> _Exercise description_:
Below are records to give again exactly; omit each image they contain.

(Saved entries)
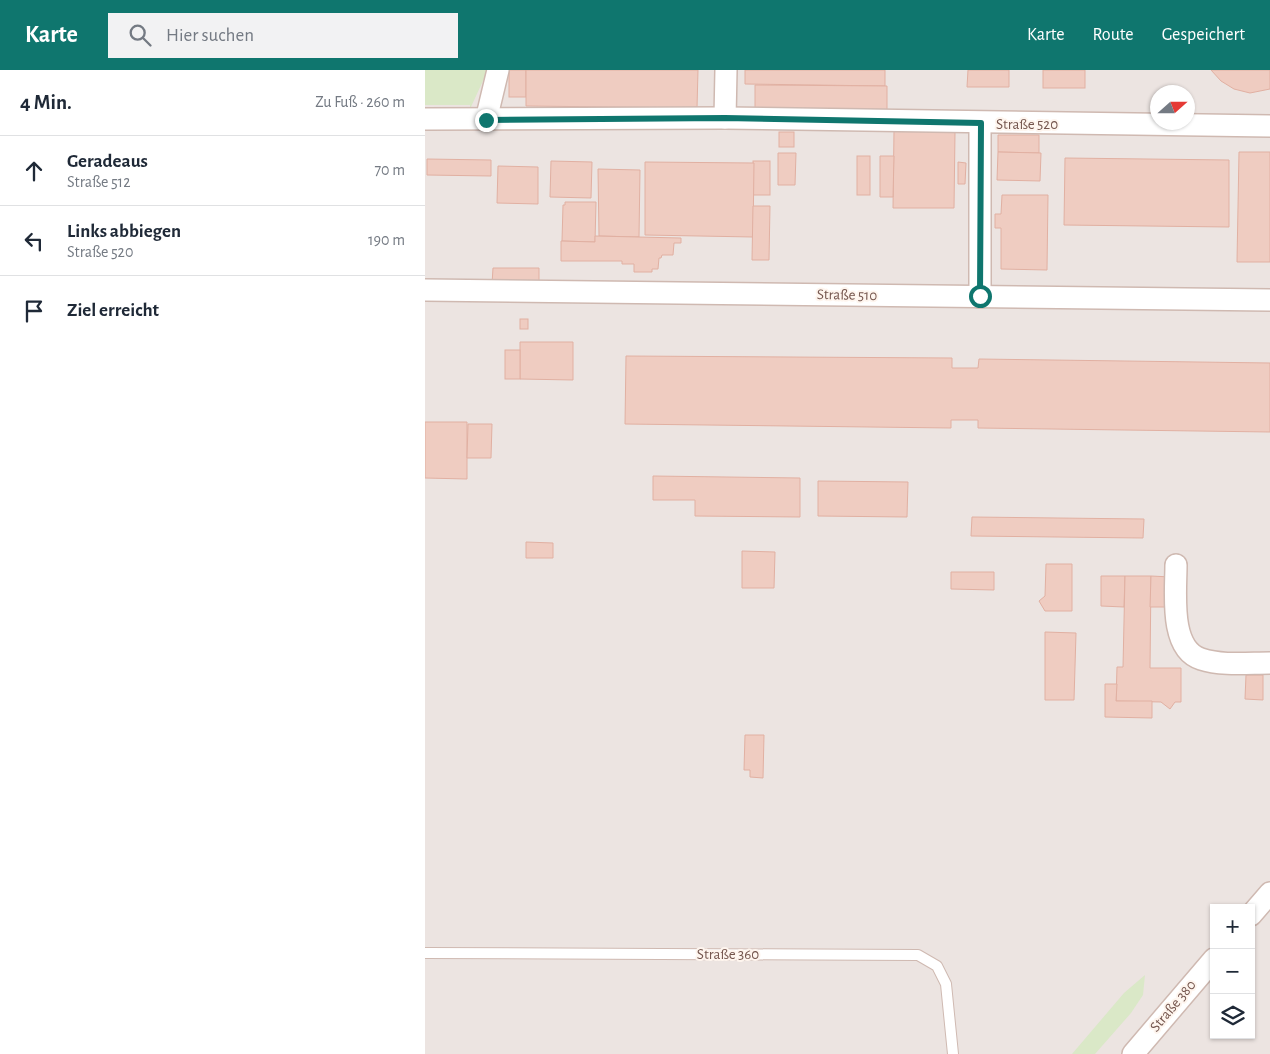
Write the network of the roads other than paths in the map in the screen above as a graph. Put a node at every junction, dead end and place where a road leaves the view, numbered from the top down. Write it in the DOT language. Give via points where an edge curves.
graph roads {
  1 [pos="498,70"];
  2 [pos="726,70"];
  3 [pos="725,118"];
  4 [pos="425,119"];
  5 [pos="486,120"];
  6 [pos="981,123"];
  7 [pos="1270,126"];
  8 [pos="425,290"];
  9 [pos="980,296"];
  10 [pos="1270,300"];
  11 [pos="1176,565"];
  12 [pos="1270,664"];
  13 [pos="1270,892"];
  14 [pos="1255,910"];
  15 [pos="425,953"];
  16 [pos="1210,964"];
  17 [pos="1139,1052"];
  18 [pos="953,1054"];
  1 -- 5 [label="street"];
  2 -- 3 [label="street"];
  3 -- 5 [label="street, Straße 520"];
  3 -- 6 [label="street, Straße 520"];
  4 -- 5 [label="street, Straße 520"];
  6 -- 7 [label="street, Straße 520"];
  6 -- 9 [label="street"];
  8 -- 9 [label="street, Straße 510"];
  9 -- 10 [label="street, Straße 510"];
  11 -- 12 [label="street" via="1176,624 1184,646 1199,659 1217,663"];
  13 -- 14 [label="street"];
  15 -- 18 [label="lane, Straße 360" via="918,955 937,966 946,984"];
  16 -- 17 [label="street, Straße 380"];
}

> _Answer space_:
Write the network of the roads other than paths in the map in the screen above as a graph. Put a node at every junction, dead end and place where a road leaves the view, numbered from the top down. Write it in the DOT language. Give via points where an edge curves.
graph roads {
  1 [pos="498,70"];
  2 [pos="726,70"];
  3 [pos="725,118"];
  4 [pos="425,119"];
  5 [pos="486,120"];
  6 [pos="981,123"];
  7 [pos="1270,126"];
  8 [pos="425,290"];
  9 [pos="980,296"];
  10 [pos="1270,300"];
  11 [pos="1176,565"];
  12 [pos="1270,664"];
  13 [pos="1270,892"];
  14 [pos="1255,910"];
  15 [pos="425,953"];
  16 [pos="1210,964"];
  17 [pos="1139,1052"];
  18 [pos="953,1054"];
  1 -- 5 [label="street"];
  2 -- 3 [label="street"];
  3 -- 5 [label="street, Straße 520"];
  3 -- 6 [label="street, Straße 520"];
  4 -- 5 [label="street, Straße 520"];
  6 -- 7 [label="street, Straße 520"];
  6 -- 9 [label="street"];
  8 -- 9 [label="street, Straße 510"];
  9 -- 10 [label="street, Straße 510"];
  11 -- 12 [label="street" via="1176,624 1184,646 1199,659 1217,663"];
  13 -- 14 [label="street"];
  15 -- 18 [label="lane, Straße 360" via="918,955 937,966 946,984"];
  16 -- 17 [label="street, Straße 380"];
}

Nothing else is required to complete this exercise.